◆ Exercise: Gather all lines from the material that contain the word "index".
******
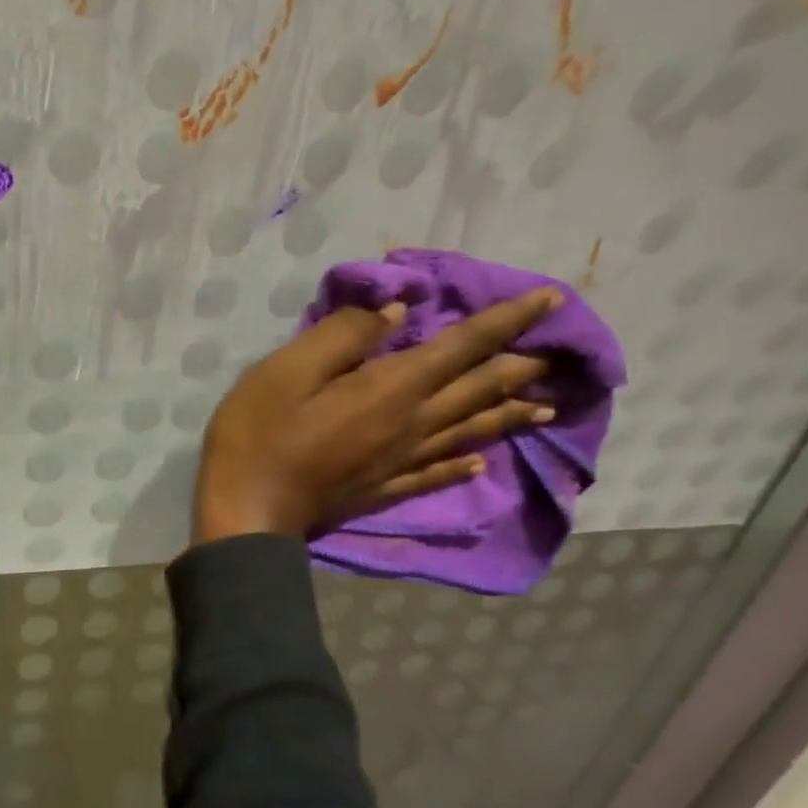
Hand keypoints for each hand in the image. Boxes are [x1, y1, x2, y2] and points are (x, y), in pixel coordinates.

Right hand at [193, 288, 561, 544]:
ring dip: (507, 416)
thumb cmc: (259, 432)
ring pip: (467, 433)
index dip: (506, 322)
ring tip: (544, 408)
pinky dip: (461, 466)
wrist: (247, 508)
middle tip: (560, 353)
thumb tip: (396, 311)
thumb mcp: (287, 369)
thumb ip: (343, 336)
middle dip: (518, 367)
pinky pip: (434, 475)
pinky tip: (477, 465)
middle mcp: (410, 424)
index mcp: (390, 388)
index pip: (461, 347)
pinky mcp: (381, 489)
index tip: (552, 299)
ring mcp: (398, 463)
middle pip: (476, 392)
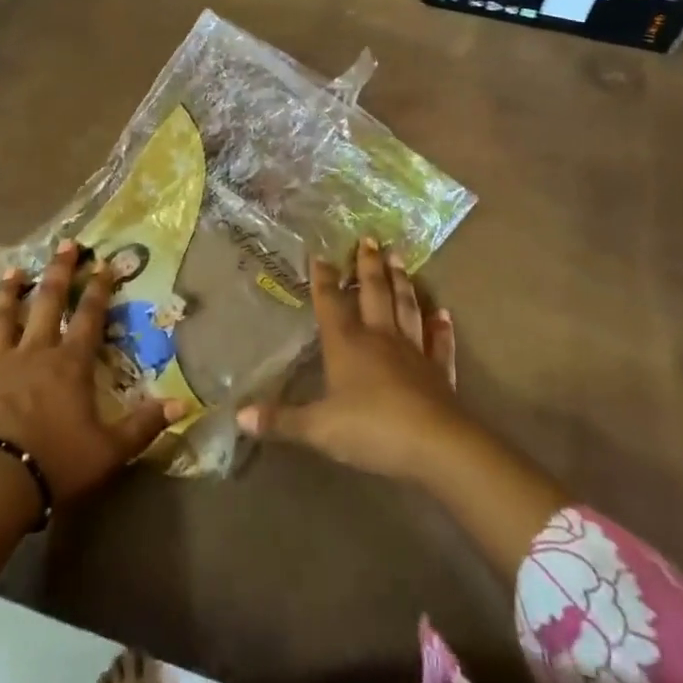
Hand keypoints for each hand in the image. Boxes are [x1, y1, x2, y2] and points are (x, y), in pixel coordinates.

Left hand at [0, 240, 183, 504]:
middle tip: (66, 244)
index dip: (99, 289)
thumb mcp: (110, 450)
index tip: (105, 264)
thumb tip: (184, 403)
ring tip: (14, 269)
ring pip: (1, 318)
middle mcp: (33, 352)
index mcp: (69, 364)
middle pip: (47, 303)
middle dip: (59, 272)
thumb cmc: (55, 465)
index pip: (89, 317)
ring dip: (7, 292)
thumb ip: (146, 424)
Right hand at [237, 238, 473, 482]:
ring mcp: (413, 351)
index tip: (320, 254)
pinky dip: (441, 328)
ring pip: (405, 307)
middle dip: (368, 265)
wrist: (434, 444)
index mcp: (347, 344)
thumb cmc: (370, 429)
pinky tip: (443, 313)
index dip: (324, 280)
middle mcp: (380, 337)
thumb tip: (239, 415)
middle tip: (370, 238)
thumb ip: (281, 420)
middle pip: (373, 293)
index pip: (331, 304)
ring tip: (399, 257)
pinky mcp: (438, 371)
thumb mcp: (318, 429)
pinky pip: (439, 343)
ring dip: (402, 282)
******
◆ Response to this exercise:
index dip: (506, 322)
index mcp: (390, 388)
index pip: (461, 347)
index tip: (552, 299)
index dip: (99, 289)
index tip: (105, 264)
index mcp: (69, 364)
index pip: (89, 317)
index tip: (320, 254)
index mcp: (347, 344)
index dip: (324, 280)
index pip: (331, 304)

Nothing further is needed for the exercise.